Of course, it’s not entirely settled whether OGL 1.0a can be revoked. Myriad people with a variety of law degrees ranging from alleged to actual, hailing from a variety of jurisdictions, have weighed in on the matter on YouTube, Facebook, Twitter, and various forums. From reading their learned takes on the matter I have determined that nobody actually knows until the gavel comes down. Nobody is particularly keen on suing WotC because, again, lawyers are expensive.

During most of this time, as the gaming internet was aflame, the silence from not only WotC but also some major players in the industry was deafening. Among the first to make big announcements was Kobold Press, who on the 10th announced Project Black Flag, an open system of their own. Kobold Press has been a major third-party publisher of the 5E era, and for them to break ranks was a big deal. Then, Wolfgang Baur learned the lesson about WotC 15 years ago.

On January 12th, the Twitter account DnD_Shorts posted an alleged leak from a D&D Beyond employee, exhorting people to cancel their subscriptions and delete their accounts because money is the only thing that the executives understand (for some fairly basic and limited values of “understand”, I suppose). True or not, it checks out — deciding to boycott the next D&D book is visible in months, but website subscriptions you can see falling in real time. And fall they did. Allegedly, they even tried hiding the unsubscribe button. No actual numbers have been released, of course, but the hunch is that they’re high.

That date, D&D Beyond also cancelled a scheduled Twitch stream. There have been claims it was supposed to be some kind of announcement but to my eye it looks like a regularly scheduled weekly stream, and cancelling it rather than putting unprepared people in the line of fire was the wisest course of action. Apart from the part where over a week after the leak they still did not have their act together.
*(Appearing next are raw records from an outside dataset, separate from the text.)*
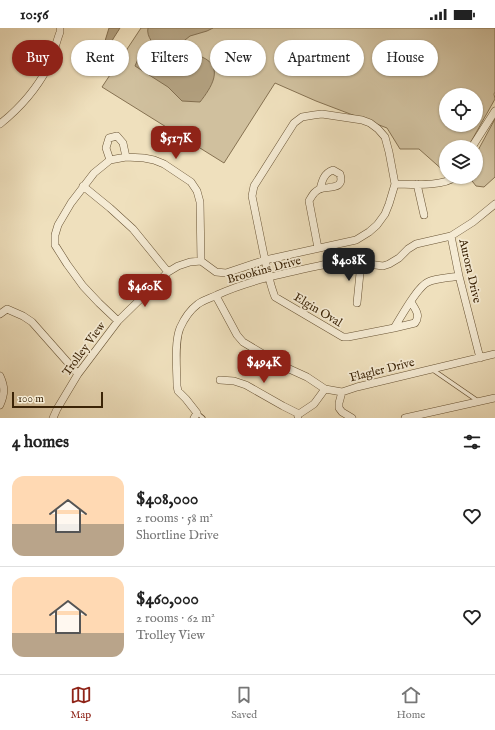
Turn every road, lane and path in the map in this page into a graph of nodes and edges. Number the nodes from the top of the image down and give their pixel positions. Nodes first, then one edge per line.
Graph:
1 (60, 28) edge
2 (495, 111) edge
3 (0, 124) edge
4 (476, 140) edge
5 (126, 157) junction
6 (110, 160) junction
7 (439, 183) edge
8 (395, 184) junction
9 (416, 184) junction
10 (83, 186) junction
11 (320, 189) dead end
12 (495, 204) edge
13 (424, 215) dead end
14 (451, 236) junction
15 (318, 248) junction
16 (265, 260) junction
17 (201, 262) junction
18 (361, 263) junction
19 (168, 272) junction
20 (459, 276) junction
21 (269, 278) junction
22 (216, 296) junction
23 (411, 302) junction
24 (357, 303) dead end
25 (0, 314) edge
26 (118, 321) junction
27 (394, 328) junction
28 (495, 354) edge
29 (480, 358) junction
30 (432, 369) junction
31 (78, 374) junction
32 (0, 376) edge
33 (220, 380) dead end
34 (325, 388) junction
35 (342, 392) junction
36 (495, 398) edge
37 (479, 402) junction
38 (0, 405) edge
39 (195, 416) edge
40 (298, 416) edge
41 (54, 418) edge
42 (203, 418) edge
43 (352, 418) edge
44 (405, 418) edge

1 - 3 street
2 - 4 street
5 - 6 street
5 - 6 street
5 - 17 street
6 - 10 street
7 - 9 street
8 - 9 street
8 - 15 street
8 - 16 street, Elgin Oval
9 - 13 street
10 - 19 street
10 - 26 street
11 - 15 street
12 - 14 street, Brookins Drive
14 - 18 street, Brookins Drive
14 - 20 street, Aurora Drive
15 - 16 street
16 - 17 street
16 - 21 street, Elgin Oval
17 - 19 street, Trolley View
18 - 21 street, Brookins Drive
18 - 24 street
19 - 26 street, Trolley View
20 - 23 street
20 - 29 street, Aurora Drive
21 - 22 street, Brookins Drive
21 - 27 street, Elgin Oval
22 - 34 street, Flagler Drive
22 - 39 street, Brookins Drive
23 - 27 street
23 - 27 street, Elgin Oval
25 - 31 street
26 - 31 street, Trolley View
28 - 29 street, Flagler Drive
29 - 30 street, Flagler Drive
30 - 35 street, Flagler Drive
30 - 37 lane
31 - 41 street, Trolley View
32 - 38 street
33 - 40 street
34 - 35 street, Flagler Drive
34 - 40 street
35 - 43 street
36 - 37 street
37 - 44 street
39 - 42 lane

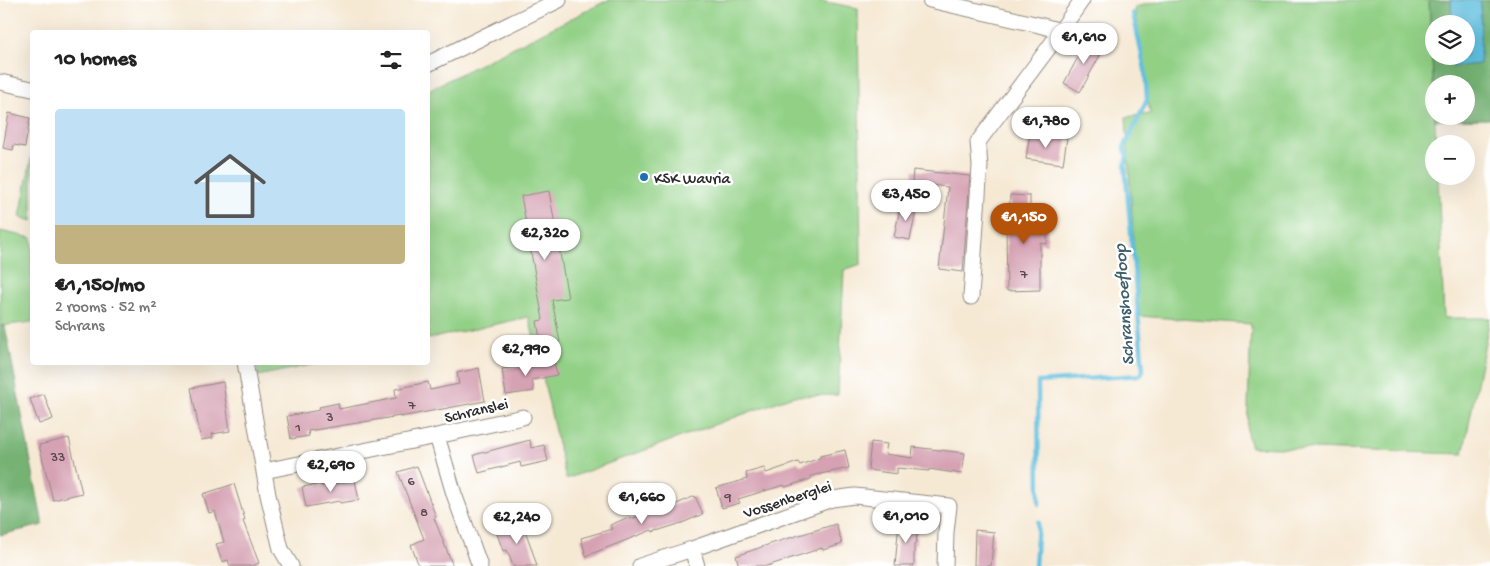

Also on the 12th, Paizo Publishing, the second-largest OGL publisher in the market (okay, actually I think they are not, but that is because the French board game giant Asmodee releases the Midnight role-playing game under the OGL), broke their silence in a big way, announcing the Open RPG Creative License, or ORC. Paizo and a group of other major OGL publishers — at the time of writing I think it’s almost everyone who’s anyone except Darrington Press (Critical Role), MCDM (Matt Colville), Fria Ligan (Lord of the Rings), Asmodee (Midnight), and EDGE Studios (Adventures in Rokugan) — banded together to hammer out a new open license for their games, to be given into the stewardship of first their law firm and ultimately some kind of open culture foundation. Nobody seems keen on signing on to WotC’s racket.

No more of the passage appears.